Johnson quotes Wright saying

Despite a long tradition to the contrary, the problem Paul addresses in Galatians is not the question of how precisely someone becomes a Christian or attains to a relationship with God. (I’m not even sure how Paul would express, in Greek, the notion of ‘relationship with God’, but we’ll leave that aside.) The problem he addresses is: should ex-pagan converts be circumcised or not? Now this question is by no means obviously to do with the questions faced by Augustine and Pelagius, or by Luther and Erasmus. On anyone’s reading, but especially within its first-century context, [the problem] has to do, quite obviously, with the question of how you define the people of God. Are they to be defined by the badges of the Jewish race, or in some other way?

At this point, the question to ask is “Is Wright right?” Let’s go back to the sources and look and see. Let’s look at those writings we have now that the Reformers did not have. Let’s look at the research. Johnson responds with

Wright is explicitly acknowledging that if the New Perspective is correct, and first-century Judaism had no issue with works-righteousness, then all the traditional interpretations of Romans, Galatians, and the other Pauline epistles must be thrown out the window, and we must go back to square one in our exegesis of the apostle Paul.

Wright’s critics, including me, have pointed out that this is a pretty audacious claim.

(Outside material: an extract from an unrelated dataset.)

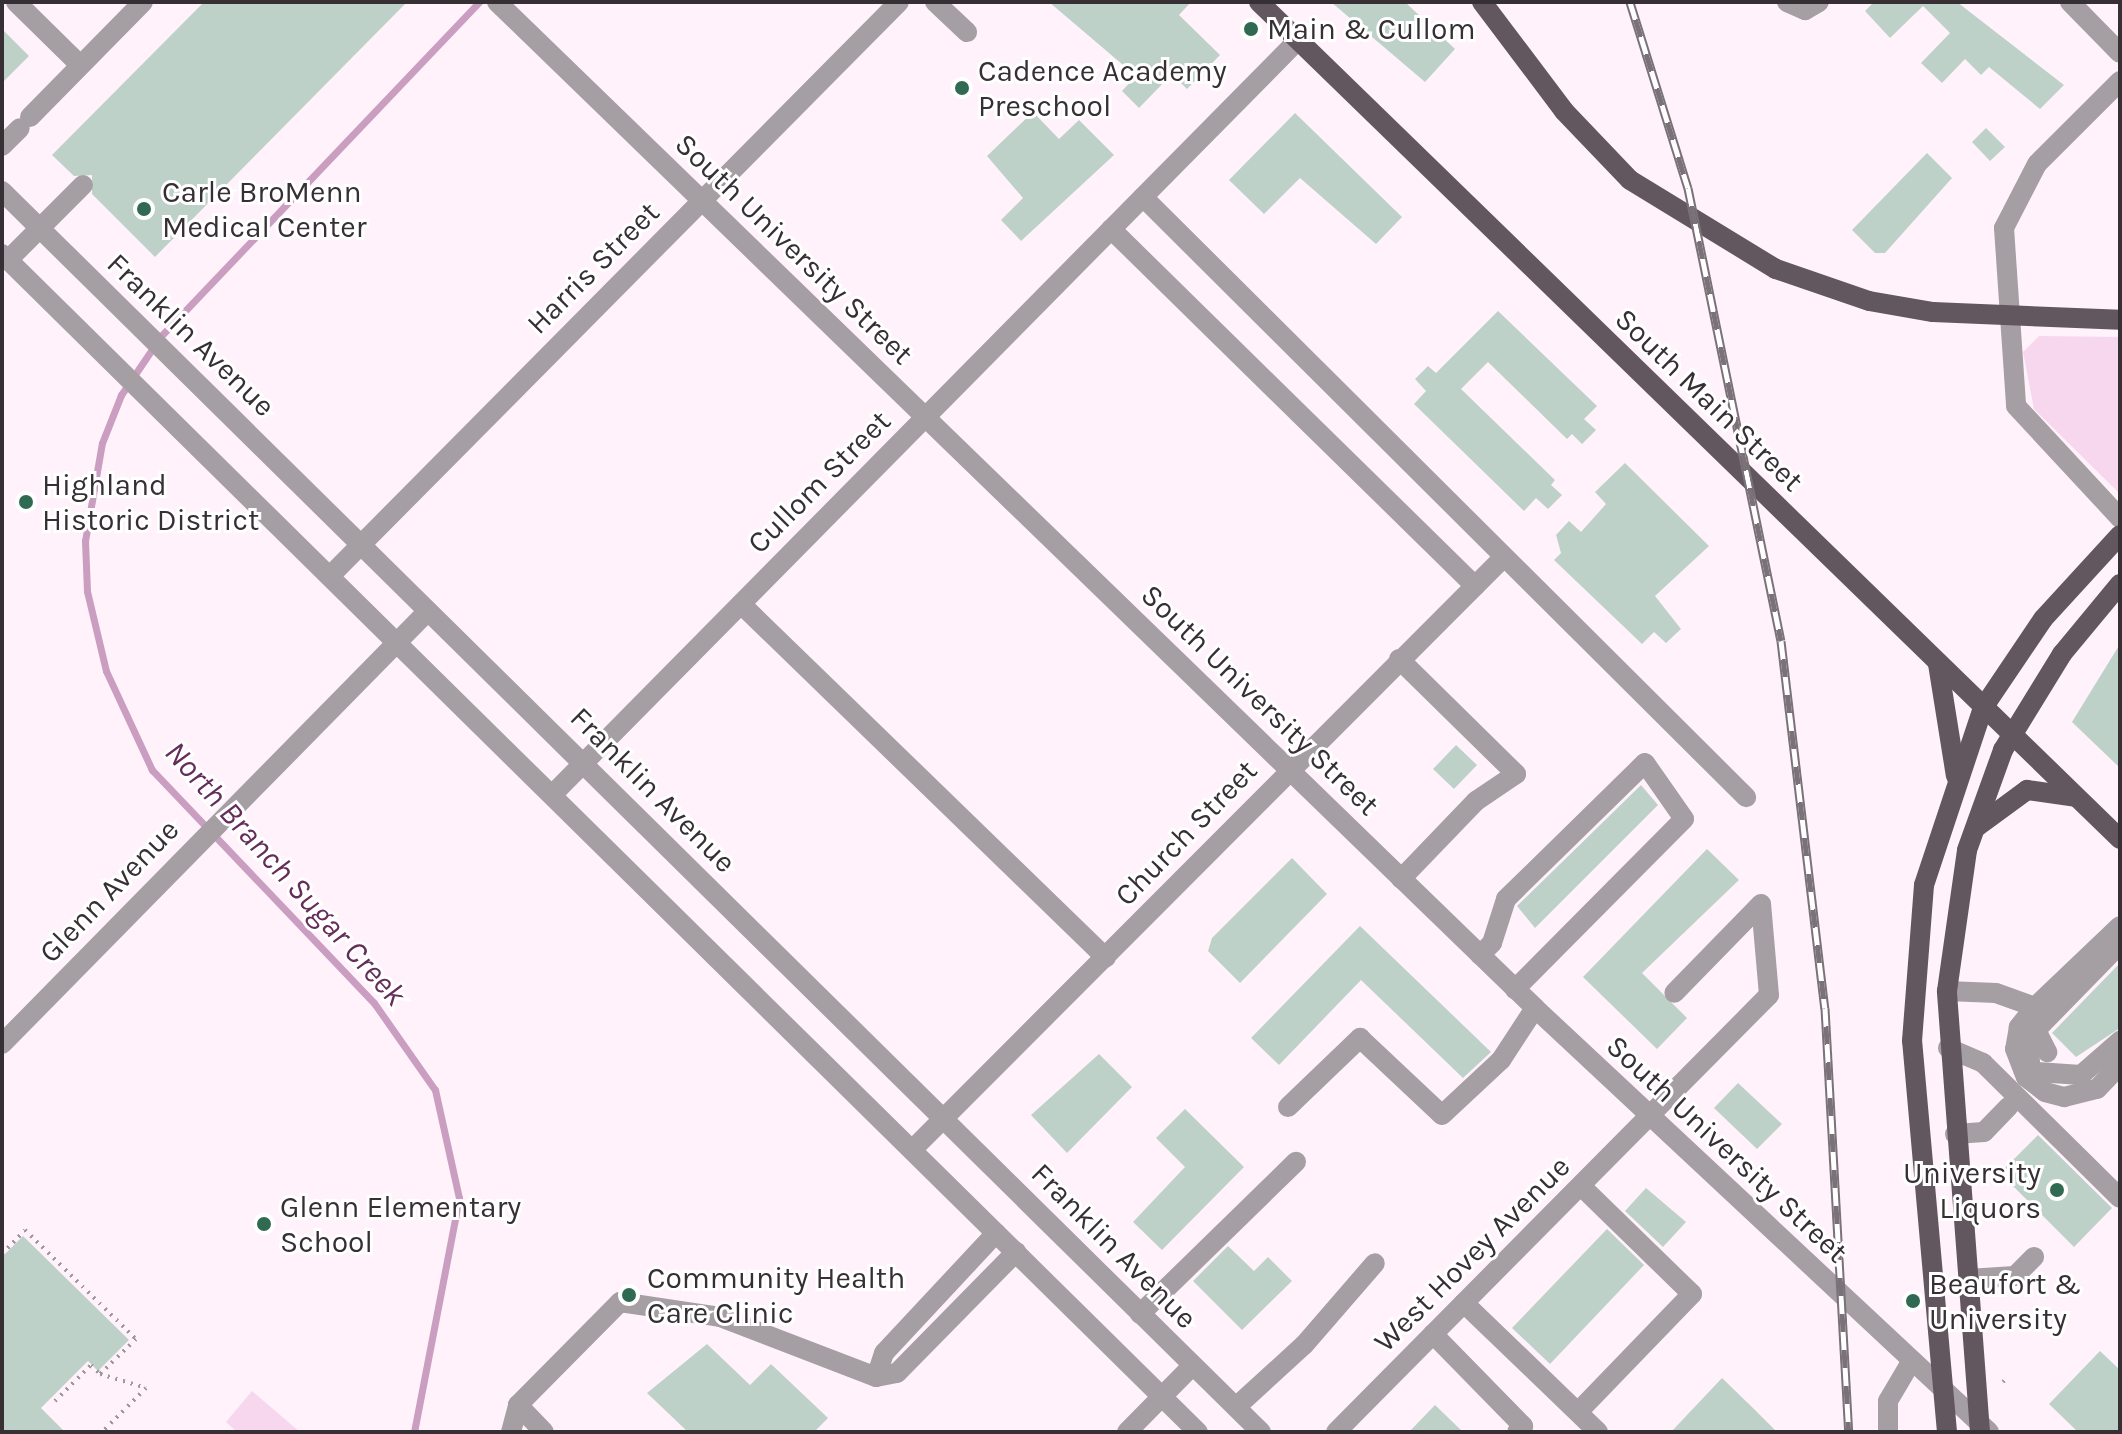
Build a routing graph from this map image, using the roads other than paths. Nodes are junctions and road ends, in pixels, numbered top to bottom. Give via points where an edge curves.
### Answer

Wright is claiming, in effect, is that he is the first person in the history of the church—or at least since the time of Augustine—who has correctly understood the apostle Paul (and hence the majority of the New Testament). Wright is pretty careful not to state explicitly that he thinks this would require a complete overhaul of Protestant confessional standards. And some of Wright’s Presbyterian advocates in America have denied with great passion that Wright’s beliefs pose any threat whatsoever to the historic Protestant creeds. But it would seem patently obvious to me that if the whole foundation of our Pauline exegesis is brought back to square one, then we can throw out every creed and systematic theology ever written by anyone who adhered to the old perspective on Paul, and start over with our theology as well. And in practice, that is precisely what is happening. That’s the very upheaval you see in the various controversies that are being addressed in this conference this weekend.

One can picture what it would be like if R.C. Johnson had been in a position of power in the RCC at the time of Luther.

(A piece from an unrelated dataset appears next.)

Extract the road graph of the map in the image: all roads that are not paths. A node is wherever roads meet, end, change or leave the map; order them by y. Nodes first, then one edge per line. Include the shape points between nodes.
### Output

“Can anyone believe this monk? He thinks he is the first one in church history for 1,500 years to truly understand the Scriptures and the rest of us have got them wrong! This is surely an audacious claim! If we follow him, we will have to go back to square one in our understanding of Paul!”

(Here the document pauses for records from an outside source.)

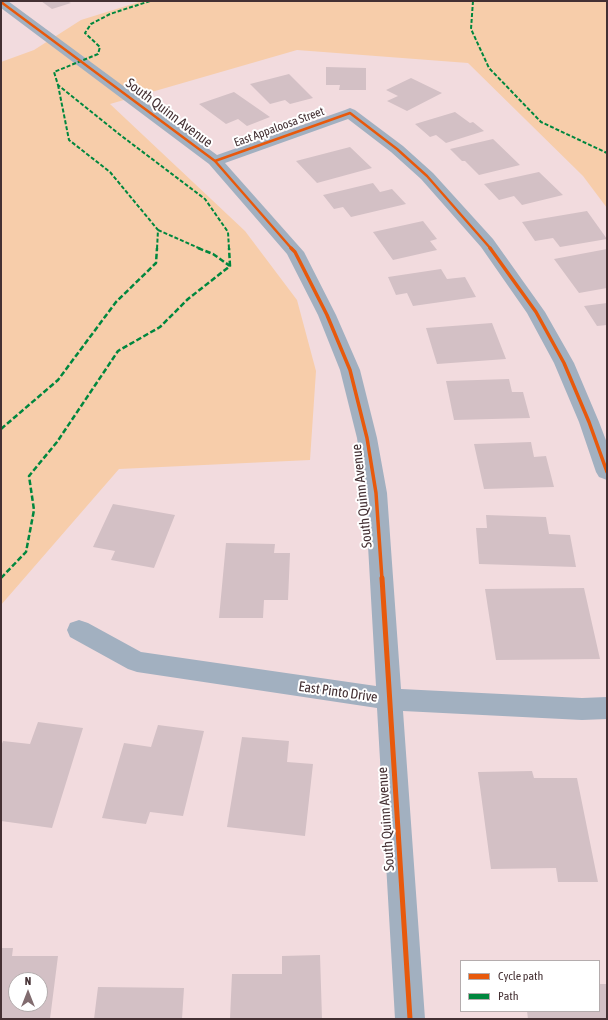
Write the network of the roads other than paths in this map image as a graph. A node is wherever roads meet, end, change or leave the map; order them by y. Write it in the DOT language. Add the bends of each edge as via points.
graph roads {
  1 [pos="1,2"];
  2 [pos="215,161"];
  3 [pos="607,472"];
  4 [pos="79,630"];
  5 [pos="389,699"];
  6 [pos="607,708"];
  7 [pos="410,1019"];
  1 -- 2 [label="street, South Quinn Avenue"];
  2 -- 3 [label="street, East Appaloosa Street" via="350,113 397,149 427,176 487,243 536,312 564,363"];
  2 -- 5 [label="street, South Quinn Avenue" via="295,252 327,314 350,370 367,438 376,493"];
  4 -- 5 [label="street, East Pinto Drive" via="137,662"];
  5 -- 6 [label="street, East Pinto Drive" via="574,709"];
  5 -- 7 [label="street, South Quinn Avenue"];
}
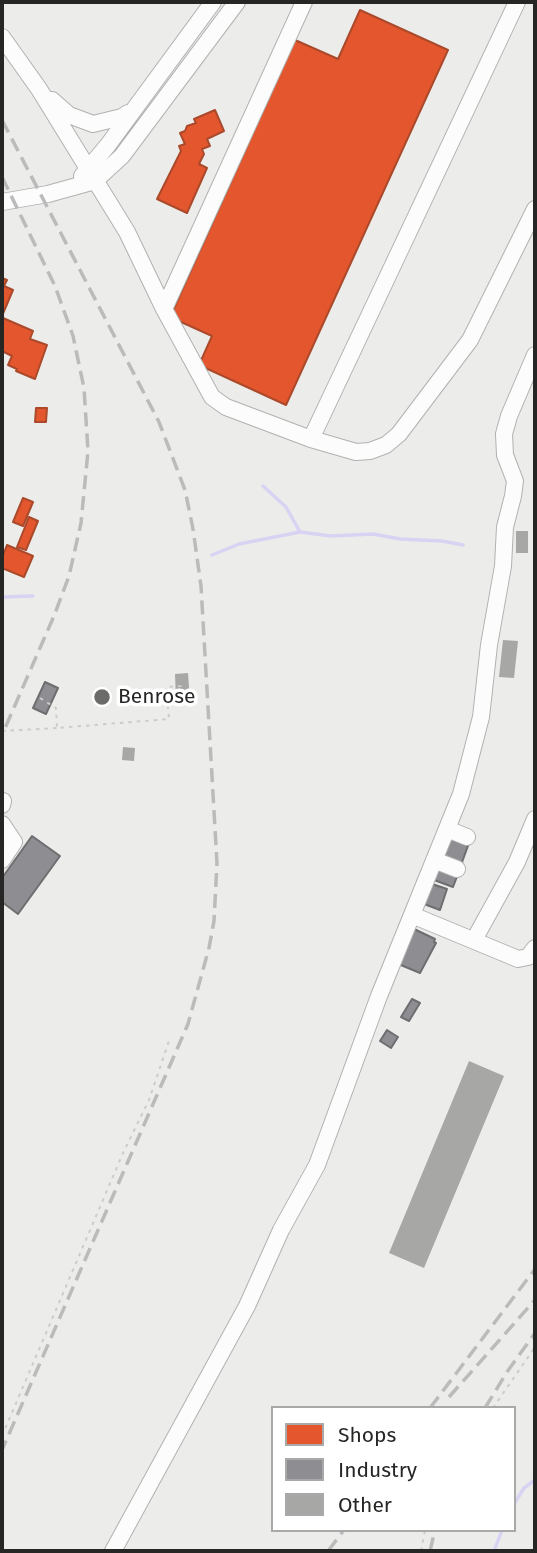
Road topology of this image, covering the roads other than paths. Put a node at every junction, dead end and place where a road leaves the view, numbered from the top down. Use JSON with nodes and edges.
{"nodes":[{"id":1,"x":213,"y":2,"type":"edge"},
{"id":2,"x":237,"y":2,"type":"edge"},
{"id":3,"x":304,"y":2,"type":"edge"},
{"id":4,"x":517,"y":2,"type":"edge"},
{"id":5,"x":2,"y":37,"type":"edge"},
{"id":6,"x":39,"y":89,"type":"junction"},
{"id":7,"x":135,"y":107,"type":"junction"},
{"id":8,"x":92,"y":175,"type":"junction"},
{"id":9,"x":2,"y":202,"type":"edge"},
{"id":10,"x":535,"y":209,"type":"edge"},
{"id":11,"x":164,"y":309,"type":"junction"},
{"id":12,"x":535,"y":355,"type":"edge"},
{"id":13,"x":311,"y":439,"type":"junction"},
{"id":14,"x":535,"y":819,"type":"edge"},
{"id":15,"x":2,"y":824,"type":"edge"},
{"id":16,"x":447,"y":829,"type":"junction"},
{"id":17,"x":467,"y":836,"type":"dead end"},
{"id":18,"x":2,"y":860,"type":"edge"},
{"id":19,"x":434,"y":860,"type":"junction"},
{"id":20,"x":457,"y":869,"type":"dead end"},
{"id":21,"x":412,"y":915,"type":"junction"},
{"id":22,"x":474,"y":940,"type":"junction"},
{"id":23,"x":535,"y":948,"type":"edge"},
{"id":24,"x":113,"y":1551,"type":"edge"}],
"edges":[{"from":1,"to":7,"type":"street"},
{"from":2,"to":8,"type":"street"},
{"from":3,"to":11,"type":"street"},
{"from":4,"to":13,"type":"street"},
{"from":5,"to":6,"type":"street"},
{"from":6,"to":7,"type":"street"},
{"from":6,"to":8,"type":"street"},
{"from":7,"to":8,"type":"street"},
{"from":8,"to":9,"type":"street"},
{"from":8,"to":11,"type":"street"},
{"from":10,"to":13,"type":"street"},
{"from":11,"to":13,"type":"street"},
{"from":12,"to":16,"type":"street"},
{"from":14,"to":22,"type":"street"},
{"from":15,"to":18,"type":"street"},
{"from":16,"to":17,"type":"street"},
{"from":16,"to":19,"type":"street"},
{"from":19,"to":20,"type":"street"},
{"from":19,"to":21,"type":"street"},
{"from":21,"to":22,"type":"street"},
{"from":21,"to":24,"type":"street"},
{"from":22,"to":23,"type":"street"}]}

I remember years ago someone sent me a conversation with Al Mohler and others talking about Wright’s perspective. One speaker on this panel said “Wright may think he’s found something new in the Scripture, but he’s going against the tradition.” Yes. We as Protestants should have a problem with someone going with what they think they found in the Scriptures when that goes against our traditional understanding. Pardon me, but isn’t that what happened in the Reformation?

It’s happened elsewhere too. Galileo went against the tradition at the time as well. I also do think Galileo was arrogant. There was something else about him too. He was right. If we just say “Tradition!” then we always risk just being wrong. We dare not say we want skeptics to be open to Christianity if we are not open to being wrong.

We go on.

Of course, the apostle Paul uses that phrase repeatedly. In Galatians 2:16— in that one verse alone—he uses it three times: “Knowing that a man is not justified by the works of the law but by faith in Jesus Christ, even we have believed in Christ Jesus, that we might be justified by faith in Christ and not by the works of the law; for by the works of the law no flesh shall be justified.” According to Wright, when Paul spoke of “the works of the law, he did not have in mind the moral requirements of the law of God. Rather, he was speaking of the badges of Jewish nationalism—circumcision, the dietary laws, the priesthood, the holy days, and whatnot. In other words, he’s talking about the ceremonial law. Quoting again from page 120, Wright says that the question Paul is addressing in Galatians is “the question of how you define the people of God. Are they to be defined by the badges of the Jewish race, or in some other way?”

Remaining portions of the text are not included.